[Opening INPUT FOR THIS TASK section]

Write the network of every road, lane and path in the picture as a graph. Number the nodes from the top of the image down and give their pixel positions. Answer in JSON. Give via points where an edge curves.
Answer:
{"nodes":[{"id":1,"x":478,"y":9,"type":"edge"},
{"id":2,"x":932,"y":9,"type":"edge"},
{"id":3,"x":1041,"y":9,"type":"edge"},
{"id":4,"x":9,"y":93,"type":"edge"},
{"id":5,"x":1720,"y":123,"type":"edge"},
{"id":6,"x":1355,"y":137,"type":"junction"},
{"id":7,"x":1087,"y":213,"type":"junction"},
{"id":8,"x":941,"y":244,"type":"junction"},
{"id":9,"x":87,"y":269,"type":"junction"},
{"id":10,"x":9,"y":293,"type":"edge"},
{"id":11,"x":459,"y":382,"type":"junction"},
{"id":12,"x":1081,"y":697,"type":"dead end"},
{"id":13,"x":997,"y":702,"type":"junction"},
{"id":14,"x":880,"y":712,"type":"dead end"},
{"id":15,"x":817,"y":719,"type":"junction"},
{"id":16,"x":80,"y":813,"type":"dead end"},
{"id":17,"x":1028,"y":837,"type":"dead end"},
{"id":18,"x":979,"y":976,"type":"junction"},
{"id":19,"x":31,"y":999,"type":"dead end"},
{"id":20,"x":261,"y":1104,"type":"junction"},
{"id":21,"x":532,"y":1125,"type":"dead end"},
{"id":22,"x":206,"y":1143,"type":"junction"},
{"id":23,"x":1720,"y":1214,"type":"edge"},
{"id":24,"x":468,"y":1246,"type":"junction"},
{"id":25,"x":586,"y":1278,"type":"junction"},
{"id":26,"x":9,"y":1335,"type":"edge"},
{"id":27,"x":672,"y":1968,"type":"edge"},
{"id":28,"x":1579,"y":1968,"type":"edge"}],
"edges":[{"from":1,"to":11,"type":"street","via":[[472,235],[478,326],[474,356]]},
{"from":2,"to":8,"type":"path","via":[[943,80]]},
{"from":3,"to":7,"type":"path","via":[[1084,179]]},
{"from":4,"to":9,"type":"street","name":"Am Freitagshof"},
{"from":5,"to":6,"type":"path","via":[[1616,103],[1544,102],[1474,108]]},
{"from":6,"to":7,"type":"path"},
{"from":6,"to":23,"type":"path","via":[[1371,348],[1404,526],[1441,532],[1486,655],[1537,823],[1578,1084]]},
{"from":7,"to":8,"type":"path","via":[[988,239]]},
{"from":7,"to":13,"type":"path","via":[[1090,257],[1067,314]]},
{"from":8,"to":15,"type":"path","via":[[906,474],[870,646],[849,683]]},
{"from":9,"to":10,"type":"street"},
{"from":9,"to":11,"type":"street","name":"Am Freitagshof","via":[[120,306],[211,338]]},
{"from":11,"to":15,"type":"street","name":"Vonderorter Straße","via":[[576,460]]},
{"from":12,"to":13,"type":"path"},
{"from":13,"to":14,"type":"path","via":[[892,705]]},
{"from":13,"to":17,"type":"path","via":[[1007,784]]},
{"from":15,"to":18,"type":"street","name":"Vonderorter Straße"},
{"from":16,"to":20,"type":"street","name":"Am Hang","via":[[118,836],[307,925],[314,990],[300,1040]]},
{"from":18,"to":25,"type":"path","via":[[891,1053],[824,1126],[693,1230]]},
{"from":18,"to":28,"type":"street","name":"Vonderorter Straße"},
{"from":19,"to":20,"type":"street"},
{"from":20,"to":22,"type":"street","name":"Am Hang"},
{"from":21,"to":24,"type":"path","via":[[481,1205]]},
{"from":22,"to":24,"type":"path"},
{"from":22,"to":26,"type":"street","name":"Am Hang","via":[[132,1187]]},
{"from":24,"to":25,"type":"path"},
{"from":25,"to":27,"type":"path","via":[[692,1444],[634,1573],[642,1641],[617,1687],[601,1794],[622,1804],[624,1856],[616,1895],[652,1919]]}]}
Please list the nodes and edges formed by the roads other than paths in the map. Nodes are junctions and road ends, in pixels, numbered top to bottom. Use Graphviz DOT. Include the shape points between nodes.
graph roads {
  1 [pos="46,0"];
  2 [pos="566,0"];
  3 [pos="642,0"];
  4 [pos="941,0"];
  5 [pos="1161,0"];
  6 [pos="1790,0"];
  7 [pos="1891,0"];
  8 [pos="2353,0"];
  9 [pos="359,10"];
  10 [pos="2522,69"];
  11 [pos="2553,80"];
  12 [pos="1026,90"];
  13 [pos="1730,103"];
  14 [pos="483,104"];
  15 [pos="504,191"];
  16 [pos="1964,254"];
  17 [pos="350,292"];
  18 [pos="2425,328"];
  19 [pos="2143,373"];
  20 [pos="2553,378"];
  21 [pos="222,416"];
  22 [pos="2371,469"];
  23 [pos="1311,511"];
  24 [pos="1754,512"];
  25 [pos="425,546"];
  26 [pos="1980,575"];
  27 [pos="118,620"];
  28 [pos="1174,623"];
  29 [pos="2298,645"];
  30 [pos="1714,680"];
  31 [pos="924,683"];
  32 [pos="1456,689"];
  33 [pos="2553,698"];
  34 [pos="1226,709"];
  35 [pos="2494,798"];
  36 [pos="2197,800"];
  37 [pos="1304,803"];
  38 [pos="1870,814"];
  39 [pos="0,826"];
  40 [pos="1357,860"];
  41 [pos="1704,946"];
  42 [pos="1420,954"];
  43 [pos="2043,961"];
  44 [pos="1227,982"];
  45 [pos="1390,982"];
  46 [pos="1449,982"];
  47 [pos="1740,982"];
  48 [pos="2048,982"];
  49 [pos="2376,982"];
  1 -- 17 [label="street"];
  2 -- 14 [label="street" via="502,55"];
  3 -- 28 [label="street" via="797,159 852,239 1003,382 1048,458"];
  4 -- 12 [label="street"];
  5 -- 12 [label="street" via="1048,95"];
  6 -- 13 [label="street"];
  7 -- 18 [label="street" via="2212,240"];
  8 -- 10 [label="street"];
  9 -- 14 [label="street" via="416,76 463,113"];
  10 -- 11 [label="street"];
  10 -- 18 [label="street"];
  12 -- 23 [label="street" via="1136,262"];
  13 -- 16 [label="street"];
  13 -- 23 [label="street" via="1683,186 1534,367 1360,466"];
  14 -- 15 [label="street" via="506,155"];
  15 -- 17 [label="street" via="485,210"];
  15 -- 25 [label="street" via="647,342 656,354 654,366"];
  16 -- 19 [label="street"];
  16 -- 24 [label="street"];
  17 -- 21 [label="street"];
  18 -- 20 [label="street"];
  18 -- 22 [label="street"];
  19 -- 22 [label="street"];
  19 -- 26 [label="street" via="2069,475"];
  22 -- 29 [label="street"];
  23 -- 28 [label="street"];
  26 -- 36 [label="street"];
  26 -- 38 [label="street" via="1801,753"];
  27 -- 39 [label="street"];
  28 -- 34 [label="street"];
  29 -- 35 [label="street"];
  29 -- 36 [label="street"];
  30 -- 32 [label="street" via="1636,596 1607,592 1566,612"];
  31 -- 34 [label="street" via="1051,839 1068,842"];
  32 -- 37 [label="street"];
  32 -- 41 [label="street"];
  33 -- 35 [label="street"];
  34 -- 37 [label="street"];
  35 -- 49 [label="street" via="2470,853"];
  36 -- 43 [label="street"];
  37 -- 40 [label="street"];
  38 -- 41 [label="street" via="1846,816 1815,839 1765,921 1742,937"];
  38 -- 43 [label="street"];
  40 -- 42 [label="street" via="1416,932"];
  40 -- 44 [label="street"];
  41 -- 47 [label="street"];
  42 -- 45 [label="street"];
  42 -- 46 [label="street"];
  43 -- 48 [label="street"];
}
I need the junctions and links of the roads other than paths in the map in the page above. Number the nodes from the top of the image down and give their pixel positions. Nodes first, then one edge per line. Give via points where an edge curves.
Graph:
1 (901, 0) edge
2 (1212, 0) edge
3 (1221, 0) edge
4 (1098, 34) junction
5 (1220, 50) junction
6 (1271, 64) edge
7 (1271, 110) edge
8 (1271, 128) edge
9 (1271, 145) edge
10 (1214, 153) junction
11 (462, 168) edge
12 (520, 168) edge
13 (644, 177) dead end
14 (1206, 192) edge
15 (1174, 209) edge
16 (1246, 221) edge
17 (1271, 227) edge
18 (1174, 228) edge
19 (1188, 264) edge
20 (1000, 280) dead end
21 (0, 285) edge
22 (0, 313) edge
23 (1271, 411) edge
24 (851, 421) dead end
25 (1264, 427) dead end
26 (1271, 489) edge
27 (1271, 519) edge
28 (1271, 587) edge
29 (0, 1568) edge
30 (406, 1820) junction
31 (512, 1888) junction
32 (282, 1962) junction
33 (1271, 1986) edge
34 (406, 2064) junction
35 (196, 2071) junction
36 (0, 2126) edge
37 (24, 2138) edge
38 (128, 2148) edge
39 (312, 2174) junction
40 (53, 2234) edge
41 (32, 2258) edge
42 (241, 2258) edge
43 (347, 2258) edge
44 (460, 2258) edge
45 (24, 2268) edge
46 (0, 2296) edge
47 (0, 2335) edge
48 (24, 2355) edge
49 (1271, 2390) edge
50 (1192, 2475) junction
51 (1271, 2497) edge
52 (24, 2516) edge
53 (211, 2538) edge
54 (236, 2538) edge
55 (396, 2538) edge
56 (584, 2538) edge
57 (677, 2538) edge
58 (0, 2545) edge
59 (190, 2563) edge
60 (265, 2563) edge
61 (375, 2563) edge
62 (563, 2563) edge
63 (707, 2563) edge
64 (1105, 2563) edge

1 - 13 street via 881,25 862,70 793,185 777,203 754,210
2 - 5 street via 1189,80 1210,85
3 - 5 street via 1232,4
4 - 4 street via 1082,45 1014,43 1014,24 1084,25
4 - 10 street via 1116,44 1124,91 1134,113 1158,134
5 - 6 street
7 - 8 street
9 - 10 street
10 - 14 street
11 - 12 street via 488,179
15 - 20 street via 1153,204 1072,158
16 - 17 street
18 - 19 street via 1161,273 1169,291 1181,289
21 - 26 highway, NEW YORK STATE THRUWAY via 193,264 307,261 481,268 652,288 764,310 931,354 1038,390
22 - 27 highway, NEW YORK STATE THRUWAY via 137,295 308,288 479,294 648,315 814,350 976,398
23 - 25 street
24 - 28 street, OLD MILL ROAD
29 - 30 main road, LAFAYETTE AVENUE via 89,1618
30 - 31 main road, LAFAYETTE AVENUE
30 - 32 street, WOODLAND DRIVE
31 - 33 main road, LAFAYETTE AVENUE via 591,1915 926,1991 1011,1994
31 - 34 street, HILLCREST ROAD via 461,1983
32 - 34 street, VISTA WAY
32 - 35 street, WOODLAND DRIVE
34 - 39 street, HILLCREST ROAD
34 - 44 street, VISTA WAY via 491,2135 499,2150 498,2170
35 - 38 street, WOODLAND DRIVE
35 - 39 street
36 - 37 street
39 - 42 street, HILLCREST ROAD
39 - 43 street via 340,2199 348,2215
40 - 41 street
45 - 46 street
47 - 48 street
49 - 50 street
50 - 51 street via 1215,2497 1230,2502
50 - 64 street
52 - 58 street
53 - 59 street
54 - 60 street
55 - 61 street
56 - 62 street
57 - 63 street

[Closing INPUT FOR THIS TASK section]

> TRY IT
Among the records above, which lines hold the word "Freitagshof"? Copy each one.

> RESPONSE AREA
{"from":4,"to":9,"type":"street","name":"Am Freitagshof"},
{"from":9,"to":11,"type":"street","name":"Am Freitagshof","via":[[120,306],[211,338]]},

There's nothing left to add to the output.